The weekend that should have been a glorious celebration because I had definitely landed and all I had to do was choose, became a weekend wrought with tears and anxiety and a ton of calls I began making out to my mentors to ask them what I should do!!! Justin C. Pearson, Roger Roley, John W. Phillips, Jason Smith, Bryan Ostrowski, Chris Peck, am I lying about my fear that weekend???

And yes, it was a tear filled weekend and not the happy kind!!

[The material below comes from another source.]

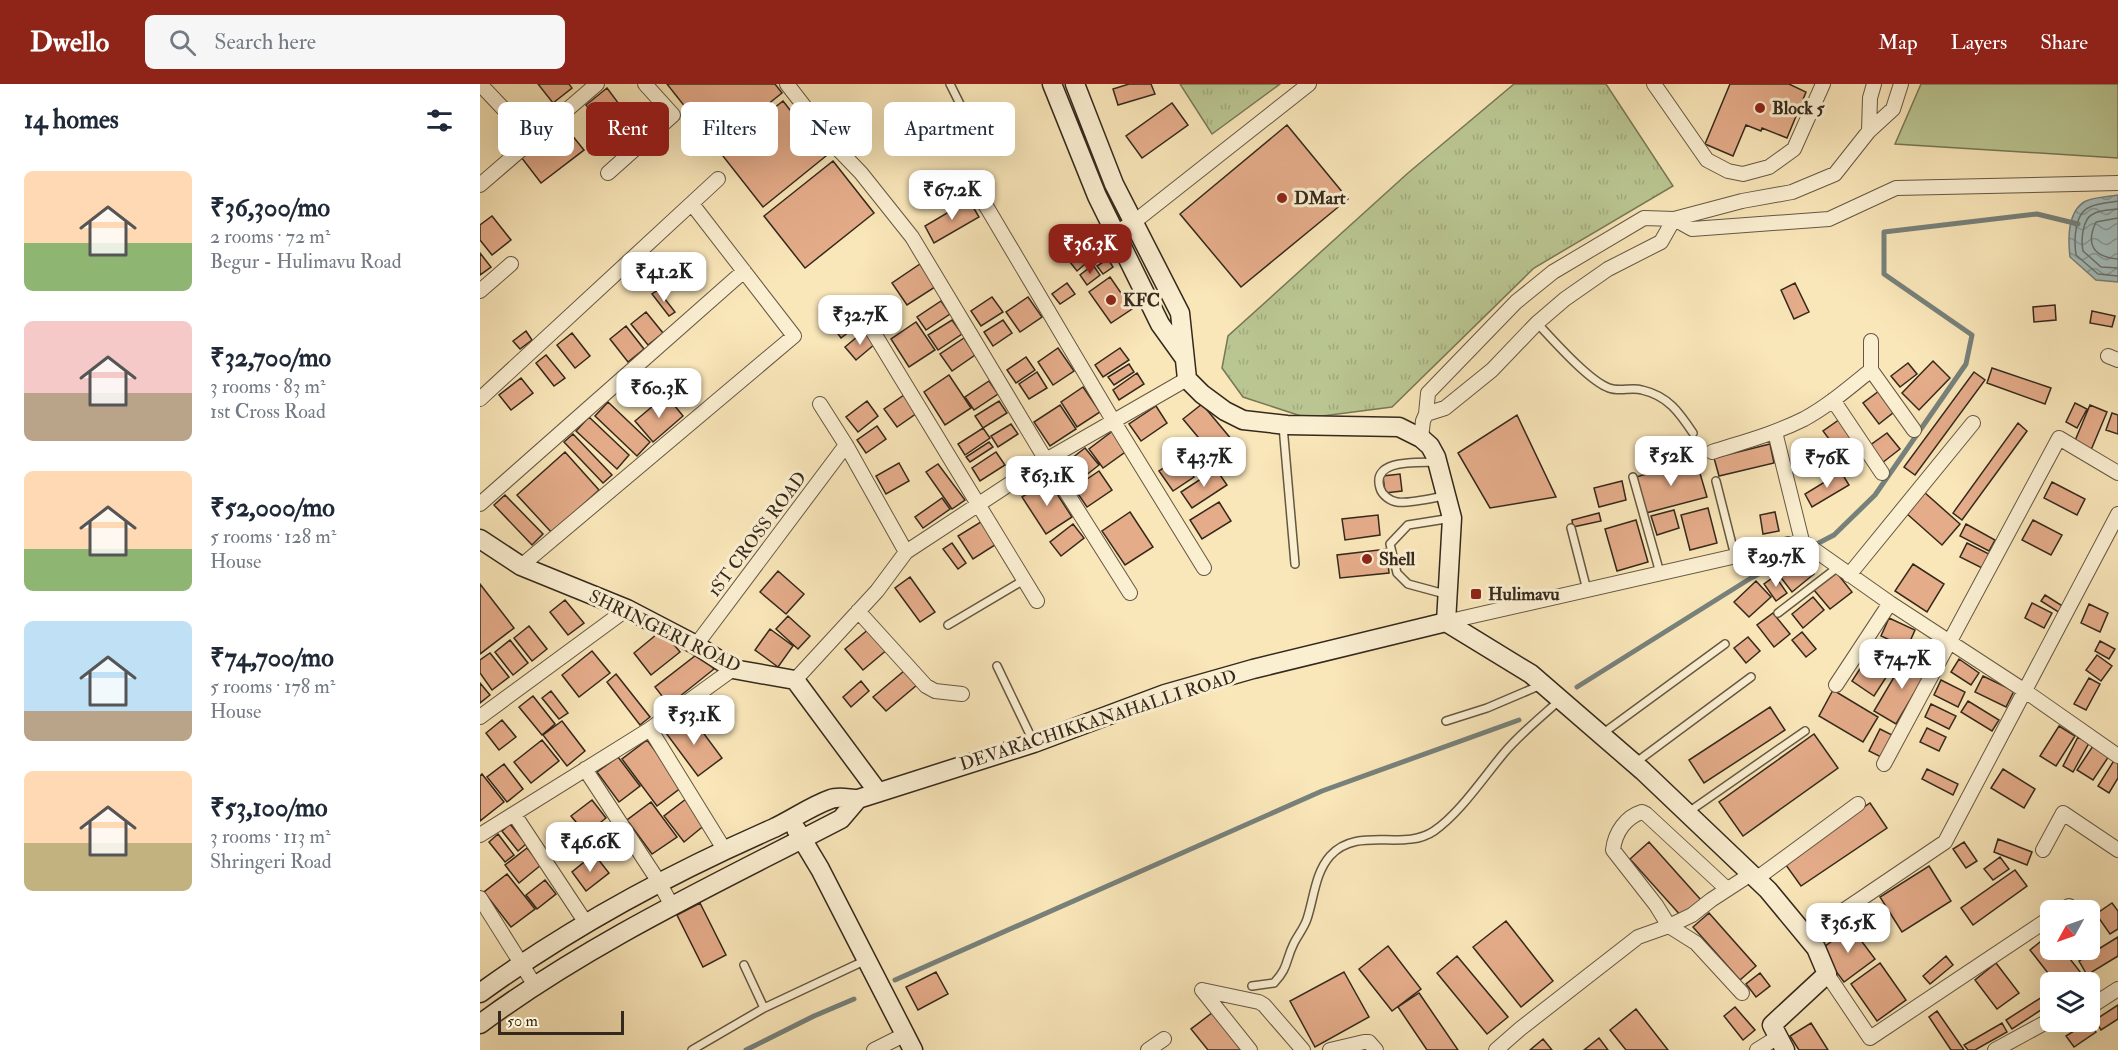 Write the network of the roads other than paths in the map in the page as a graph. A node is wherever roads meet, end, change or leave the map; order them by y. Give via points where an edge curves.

Read this interview I gave to FourBlock to see my transition MINDSET up until this “Draft Day” so you can understand my journey, but even with the job offers I was still FEARFUL. FEARFUL of choosing wrong between Accenture in Atlanta (where we already had a house and were settled with no need or plans to change) and Wells Fargo in Charlotte (providing a complete uncertainty on if our house in Atlanta would even sell and should we uproot our family to a place I’ve never been nor thought of ever moving to).

The endstate in all of this was that I truly had a Cinderella transition story, but that wasn’t a guaranteed state-of-being that I could see in advance throughout the past year. What I was first sure of though, especially in the first month of my 13-month transition journey, was that I knew nothing of how to transition and I knew that meant I had to put in THAT WORK. To take a reference from Cinderella I would have to “mop a lot of my mothers floors” to learn how to transition. THAT WORK would require me to discover what was out there for me, figure out what my true WHY was, attend every networking event, put in more LinkedIn hours a day than Jeff Weiner, and use every resource possible (putting in an in-definitive time commitment and trust in the resources while having no clue if they will help lead to success).

Second, I had to deal with the fear of the unknown and the continuous stress of needing to provide for my 6 kids and wife with our, current at the time, paycheck to paycheck lifestyle and zero savings near transition date. Consider this my “angry Stepsisters around every corner keeping me fearful and deprived of certainty of security.”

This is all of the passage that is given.